HC Deb 10 November 1921 vol 148 cc622-3W
Mr. MOSLEY

asked the Financial Secretary to the Treasury whether second division men clerks in the Post Office who have been employed on work now graded as lower clerical, maximum salary £180, have been promised executive posts, maximum salary £400, and in the meantime are to receive the rank and pay of executive officers; if so, how many are there; and what sum of money is being paid under this arrangement?

Mr. YOUNG

In the Post Office as in the Civil Service generally second division clerks, the maximum of whose scale was £300 to £350 per annum with payment for all overtime worked have, subject to individual fitness, been merged (as part of the general assimilation settlement approved by the House) in the Junior Executive Class of which the maximum is £400 a yearinclusive of overtime payment.

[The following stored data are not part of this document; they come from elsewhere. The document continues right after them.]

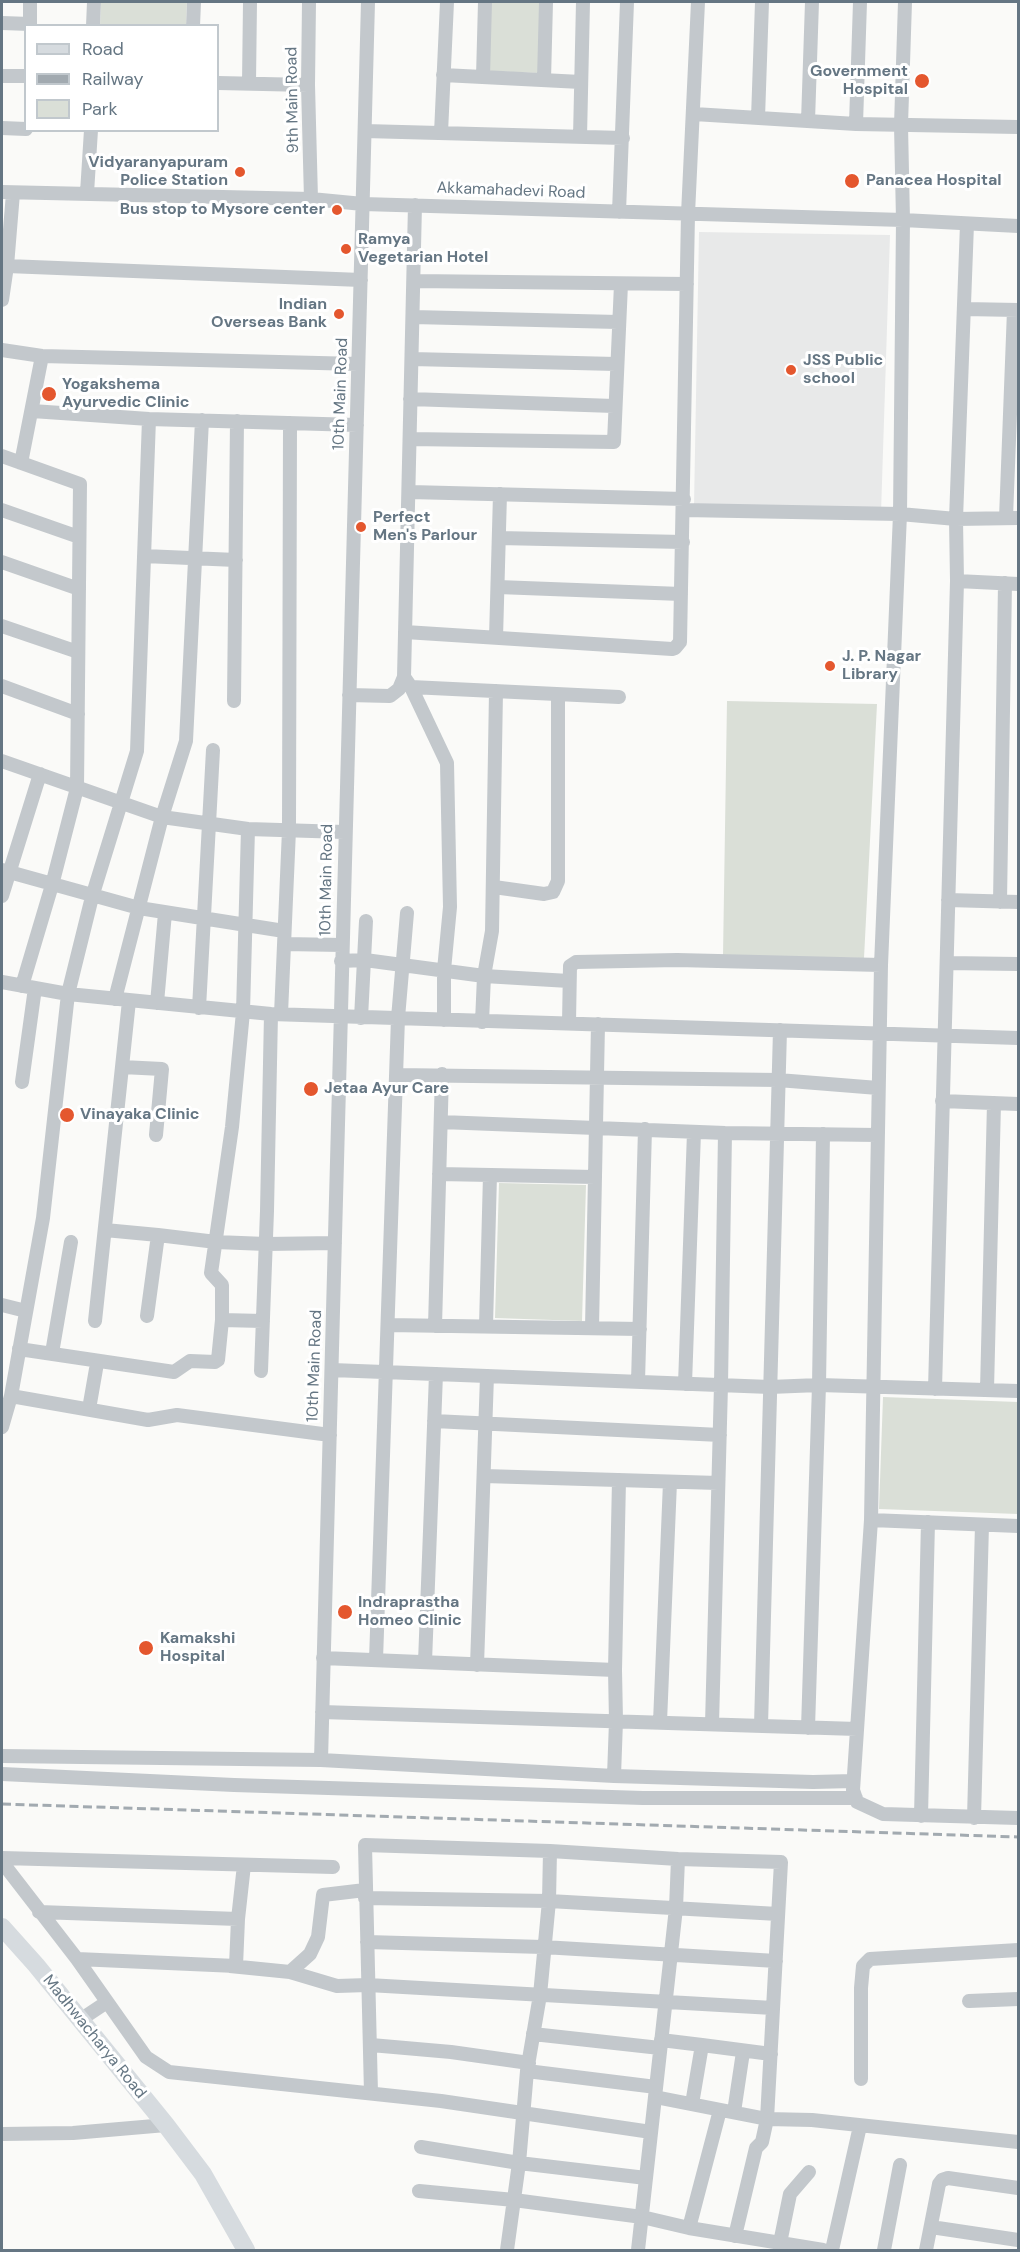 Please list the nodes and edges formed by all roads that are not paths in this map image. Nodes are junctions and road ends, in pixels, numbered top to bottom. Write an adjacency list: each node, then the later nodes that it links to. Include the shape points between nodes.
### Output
1 (30, 2): 18 (street)
2 (94, 2): 19 (street)
3 (194, 2): 20 (street)
4 (250, 2): 29 (street)
5 (309, 2): 30 (street, 9th Main Road)
6 (368, 2): 39 (street, 10th Main Road)
7 (447, 2): 22 (street)
8 (485, 2): 25 (street)
9 (546, 2): 26 (street)
10 (583, 2): 28 (street)
11 (627, 2): 43 (street)
12 (698, 2): 31 (street)
13 (762, 2): 32 (street)
14 (812, 2): 33 (street)
15 (860, 2): 34 (street)
16 (905, 2): 35 (street)
17 (2, 23): 21 (street)
18 (30, 24)
19 (93, 24)
20 (193, 24)
21 (24, 25)
22 (443, 75): 25 (street); 41 (street)
23 (2, 76): 24 (street)
24 (24, 76)
25 (483, 77): 26 (street)
26 (544, 80): 28 (street)
27 (219, 82): 29 (street)
28 (581, 82): 42 (street)
29 (249, 83): 30 (street)
30 (308, 85): 46 (street, 9th Main Road)
31 (693, 114): 32 (street); 50 (street)
32 (758, 118): 33 (street)
33 (808, 121): 34 (street)
34 (856, 124): 35 (street)
35 (901, 125): 36 (street); 51 (street)
36 (1018, 127)
37 (2, 128): 38 (street)
38 (24, 129)
39 (365, 131): 41 (street); 47 (street, 10th Main Road)
40 (91, 132): 45 (street)
41 (441, 133): 42 (street)
42 (580, 137): 43 (street)
43 (623, 138): 49 (street)
44 (7, 192): 45 (street, Akkamahadevi Road); 54 (street)
45 (87, 193): 46 (street, Akkamahadevi Road)
46 (312, 199): 47 (street, Akkamahadevi Road)
47 (363, 204): 48 (street, Akkamahadevi Road); 55 (street, 10th Main Road)
48 (415, 205): 49 (street, Akkamahadevi Road); 56 (street)
49 (620, 212): 50 (street, Akkamahadevi Road)
50 (688, 214): 51 (street, Akkamahadevi Road); 58 (street)
51 (903, 220): 52 (street, Akkamahadevi Road); 84 (street)
52 (967, 224): 53 (street, Akkamahadevi Road); 60 (street)
53 (1018, 226)
54 (8, 266): 55 (street); 59 (street)
55 (361, 280): 67 (street, 10th Main Road)
56 (414, 281): 57 (street); 62 (street)
57 (621, 284): 58 (street); 63 (street)
58 (687, 284): 82 (street)
59 (2, 300)
60 (964, 309): 61 (street); 86 (street)
61 (1016, 310): 85 (street)
62 (413, 317): 63 (street); 66 (street)
63 (618, 322): 68 (street)
64 (2, 350): 65 (street)
65 (42, 356): 67 (street); 71 (street)
66 (412, 359): 68 (street); 69 (street)
67 (358, 364): 76 (street, 10th Main Road)
68 (616, 364): 70 (street)
69 (410, 399): 70 (street); 77 (street)
70 (614, 406): 77 (street, via 614,442)
71 (32, 411): 72 (street); 79 (street)
72 (149, 418): 73 (street); 90 (street)
73 (201, 420): 74 (street); 91 (street)
74 (237, 421): 75 (street); 92 (street)
75 (290, 423): 76 (street); 119 (street)
76 (357, 425): 106 (street, 10th Main Road)
77 (411, 438): 80 (street)
78 (2, 456): 79 (street)
79 (21, 463): 87 (street, via 80,484)
80 (410, 492): 81 (street); 100 (street)
81 (500, 494): 82 (street); 88 (street)
82 (684, 505): 84 (street); 89 (street)
83 (2, 510): 87 (street)
84 (900, 514): 86 (street); 141 (street)
85 (1012, 518): 86 (street)
86 (956, 519): 94 (street)
87 (79, 537): 97 (street)
88 (499, 538): 89 (street); 96 (street)
89 (683, 542): 98 (street)
90 (144, 556): 91 (street); 115 (street, via 137,751)
91 (195, 557): 92 (street); 116 (street, via 186,741)
92 (236, 560): 109 (street)
93 (2, 562): 97 (street)
94 (957, 581): 95 (street); 126 (street)
95 (1012, 583): 127 (street)
96 (498, 587): 98 (street); 101 (street)
97 (79, 589): 102 (street)
98 (681, 594): 101 (street, via 680,642 675,648)
99 (2, 626): 102 (street)
100 (405, 632): 101 (street); 103 (street)
101 (496, 638)
102 (78, 652): 110 (street)
103 (407, 682): 105 (street); 106 (street, via 390,696); 143 (street, via 447,763 450,907)
104 (2, 686): 110 (street)
105 (496, 691): 107 (street); 123 (street)
106 (349, 695): 120 (street, 10th Main Road)
107 (558, 695): 108 (street); 123 (street, via 558,881 553,892 544,894)
108 (619, 697)
109 (234, 701)
110 (78, 714): 114 (street)
111 (213, 750): 117 (street)
112 (2, 761): 113 (street)
113 (40, 774): 114 (street); 121 (street)
114 (77, 788): 115 (street); 122 (street)
115 (122, 803): 116 (street); 125 (street)
116 (162, 817): 117 (street); 129 (street)
117 (209, 824): 118 (street); 132 (street)
118 (248, 829): 119 (street); 134 (street)
119 (289, 830): 120 (street); 135 (street)
120 (345, 832): 136 (street, 10th Main Road)
121 (5, 871): 122 (street); 124 (street)
122 (52, 885): 125 (street); 147 (street)
123 (494, 887): 144 (street)
124 (2, 896)
125 (92, 897): 129 (street); 148 (street)
126 (948, 900): 127 (street); 139 (street)
127 (1000, 902): 128 (street)
128 (1018, 902)
129 (139, 908): 130 (street); 149 (street)
130 (165, 913): 132 (street); 151 (street)
131 (407, 913): 142 (street)
132 (204, 919): 134 (street); 152 (street)
133 (366, 921): 137 (street)
134 (246, 926): 135 (street); 153 (street)
135 (284, 937): 136 (street); 154 (street)
136 (342, 945): 138 (street, 10th Main Road)
137 (365, 960): 138 (street); 142 (street); 156 (street)
138 (341, 961): 155 (street, 10th Main Road)
139 (947, 963): 140 (street); 164 (street)
140 (1018, 964)
141 (880, 965): 145 (street, via 576,962 570,966); 163 (street)
142 (404, 966): 143 (street); 157 (street)
143 (444, 970): 144 (street); 158 (street)
144 (484, 976): 145 (street); 159 (street)
145 (569, 981): 160 (street)
146 (2, 982): 147 (street)
147 (29, 987): 148 (street); 171 (street)
148 (68, 994): 149 (street); 195 (street, via 43,1218)
149 (115, 999): 150 (street)
150 (129, 1000): 151 (street); 166 (street)
151 (157, 1003): 152 (street)
152 (199, 1008): 153 (street)
153 (243, 1012): 154 (street); 191 (street)
154 (276, 1014): 155 (street); 193 (street)
155 (340, 1017): 156 (street); 192 (street, 10th Main Road)
156 (361, 1018): 157 (street)
157 (398, 1018): 158 (street); 168 (street)
158 (444, 1020): 159 (street)
159 (482, 1022): 160 (street)
160 (569, 1023): 161 (street)
161 (598, 1024): 162 (street); 169 (street)
162 (780, 1030): 163 (street); 170 (street)
163 (879, 1033): 164 (street); 172 (street)
164 (945, 1036): 165 (street); 173 (street)
165 (1018, 1038)
166 (122, 1066): 184 (street, via 162,1069); 188 (street)
167 (442, 1074): 168 (street); 169 (street); 176 (street)
168 (396, 1075): 200 (street)
169 (598, 1078): 170 (street); 177 (street)
170 (778, 1080): 172 (street); 181 (street)
171 (22, 1082)
172 (878, 1088): 183 (street)
173 (942, 1101): 174 (street); 219 (street)
174 (994, 1103): 175 (street); 220 (street)
175 (1018, 1104)
176 (441, 1122): 177 (street); 185 (street)
177 (596, 1127): 178 (street); 187 (street)
178 (645, 1129): 179 (street); 204 (street)
179 (694, 1132): 180 (street); 214 (street)
180 (725, 1133): 181 (street); 215 (street)
181 (776, 1133): 182 (street); 217 (street)
182 (823, 1134): 183 (street); 216 (street)
183 (877, 1134): 218 (street)
184 (156, 1135)
185 (439, 1174): 186 (street); 201 (street)
186 (490, 1175): 187 (street); 202 (street)
187 (595, 1177): 203 (street)
188 (105, 1230): 189 (street); 198 (street)
189 (158, 1235): 191 (street); 196 (street)
190 (71, 1242): 206 (street)
191 (216, 1242): 193 (street); 197 (street, via 211,1275 222,1285)
192 (335, 1243): 193 (street); 208 (street, 10th Main Road)
193 (266, 1245): 199 (street)
194 (2, 1305): 195 (street)
195 (26, 1311): 205 (street)
196 (147, 1316)
197 (222, 1320): 199 (street); 206 (street, via 217,1362 190,1360 174,1372)
198 (95, 1322)
199 (263, 1322): 209 (street)
200 (388, 1325): 201 (street); 210 (street)
201 (435, 1326): 202 (street)
202 (486, 1326): 203 (street)
203 (592, 1328): 204 (street)
204 (640, 1329): 213 (street)
205 (19, 1348): 206 (street); 222 (street)
206 (52, 1353)
207 (96, 1368): 223 (street)
208 (332, 1370): 210 (street); 227 (street, 10th Main Road)
209 (261, 1371)
210 (387, 1372): 211 (street); 238 (street)
211 (436, 1374): 212 (street); 225 (street)
212 (487, 1376): 213 (street); 226 (street)
213 (638, 1382): 214 (street)
214 (685, 1384): 215 (street)
215 (721, 1385): 217 (street); 228 (street)
216 (819, 1385): 217 (street); 218 (street); 247 (street)
217 (770, 1387): 246 (street)
218 (874, 1387): 219 (street); 233 (street)
219 (934, 1389): 220 (street)
220 (987, 1390): 221 (street)
221 (1018, 1391)
222 (10, 1396): 223 (street); 224 (street)
223 (89, 1409): 227 (street, via 148,1420 177,1415)
224 (2, 1421)
225 (434, 1421): 226 (street); 239 (street)
226 (485, 1424): 228 (street); 229 (street)
227 (330, 1435): 237 (street, 10th Main Road)
228 (720, 1435): 232 (street)
229 (483, 1476): 230 (street); 240 (street)
230 (619, 1480): 231 (street); 241 (street)
231 (670, 1482): 232 (street); 244 (street)
232 (718, 1483): 245 (street)
233 (871, 1520): 234 (street); 248 (street)
234 (928, 1522): 235 (street); 255 (street)
235 (982, 1525): 236 (street); 256 (street)
236 (1018, 1526)
237 (323, 1658): 238 (street); 242 (street, 10th Main Road)
238 (376, 1660): 239 (street)
239 (425, 1662): 240 (street)
240 (477, 1665): 241 (street)
241 (615, 1670): 243 (street)
242 (322, 1712): 243 (street); 250 (street, 10th Main Road)
243 (616, 1721): 244 (street); 252 (street)
244 (660, 1722): 245 (street)
245 (712, 1724): 246 (street)
246 (761, 1726): 247 (street)
247 (808, 1728): 248 (street)
248 (857, 1729): 253 (street)
249 (2, 1756): 250 (street)
250 (321, 1760): 252 (street)
251 (2, 1774): 254 (street, via 642,1798)
252 (614, 1776): 253 (street)
253 (853, 1780): 254 (street)
254 (856, 1798): 255 (street, via 883,1814)
255 (921, 1816): 256 (street)
256 (974, 1818): 257 (street)
257 (1018, 1818)
258 (549, 1851): 259 (street); 263 (street, via 365,1845); 264 (street)
259 (678, 1859): 265 (street); 267 (street, via 781,1862)
260 (2, 1860): 261 (street); 266 (street)
261 (244, 1864): 262 (street); 268 (street)
262 (333, 1867)
263 (365, 1894): 264 (street); 270 (street); 277 (street, via 323,1895 318,1937 310,1954)
264 (549, 1901): 265 (street); 271 (street)
265 (676, 1908): 267 (street); 273 (street)
266 (39, 1912): 268 (street); 274 (street)
267 (778, 1914): 275 (street)
268 (238, 1920): 276 (street, via 236,1966)
269 (2, 1927): 285 (main road, Madhwacharya Road)
270 (367, 1942): 271 (street); 278 (street)
271 (543, 1947): 273 (street); 279 (street)
272 (1018, 1950): 293 (street, via 870,1959 863,1966 861,1988)
273 (670, 1955): 275 (street); 283 (street)
274 (77, 1959): 276 (street); 282 (street)
275 (776, 1961): 284 (street)
276 (230, 1966): 277 (street)
277 (290, 1972): 278 (street, via 337,1986)
278 (368, 1985): 279 (street); 288 (street)
279 (540, 1995): 283 (street); 286 (street)
280 (1018, 1999): 281 (street)
281 (969, 2001)
282 (107, 2002): 285 (street); 295 (street, via 146,2057 169,2072)
283 (665, 2002): 284 (street); 287 (street)
284 (773, 2008): 291 (street)
285 (80, 2020): 300 (main road, Madhwacharya Road)
286 (533, 2034): 287 (street); 292 (street)
287 (661, 2044): 289 (street); 294 (street)
288 (371, 2045): 292 (street, via 451,2052); 295 (street)
289 (702, 2045): 290 (street); 296 (street)
290 (743, 2052): 291 (street); 297 (street)
291 (771, 2054): 299 (street)
292 (528, 2067): 294 (street); 298 (street)
293 (861, 2079)
294 (656, 2092): 296 (street); 302 (street)
295 (371, 2093): 298 (street)
296 (692, 2104): 297 (street)
297 (727, 2111): 299 (street); 316 (street)
298 (524, 2113): 302 (street); 307 (street)
299 (768, 2119): 301 (street); 317 (street, via 762,2142 756,2148)
300 (166, 2125): 303 (street); 306 (main road, Madhwacharya Road)
301 (860, 2126): 304 (street); 325 (street)
302 (651, 2132): 310 (street)
303 (2, 2134)
304 (1018, 2142)
305 (421, 2147): 307 (street)
306 (184, 2150): 320 (main road, Madhwacharya Road, via 193,2179); 321 (main road, Madhwacharya Road, via 203,2174)
307 (519, 2163): 310 (street); 313 (street)
308 (900, 2165): 326 (street)
309 (809, 2172): 319 (street, via 790,2194)
310 (646, 2178): 314 (street)
311 (1018, 2188): 315 (street, via 942,2180)
312 (419, 2191): 313 (street)
313 (514, 2200): 314 (street); 322 (street)
314 (642, 2217): 316 (street); 323 (street)
315 (931, 2227): 318 (street); 327 (street)
316 (688, 2228): 317 (street)
317 (735, 2236): 319 (street)
318 (1018, 2240)
319 (780, 2243): 324 (street)
320 (234, 2250)
321 (246, 2250)
322 (507, 2250)
323 (638, 2250)
324 (824, 2250)
325 (832, 2250)
326 (884, 2250)
327 (926, 2250)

As a result of the reorganisation of the Civil Service some of the work hitherto assigned to second division clerks will be allocated to the newly constituted clerical class, of which the maximum salary for men is £250 per annum plus payment for overtime; and second division clerks at present so employed will be transferred as opportunity offers to junior executive or equivalent posts elsewhere. Pending completion of the task of reorganisation it is not possible to say what, if any, appreciable cost is involved in such temporary employment on clerical class work, especially as the scales for the two classes overlap, or how many persons are affected.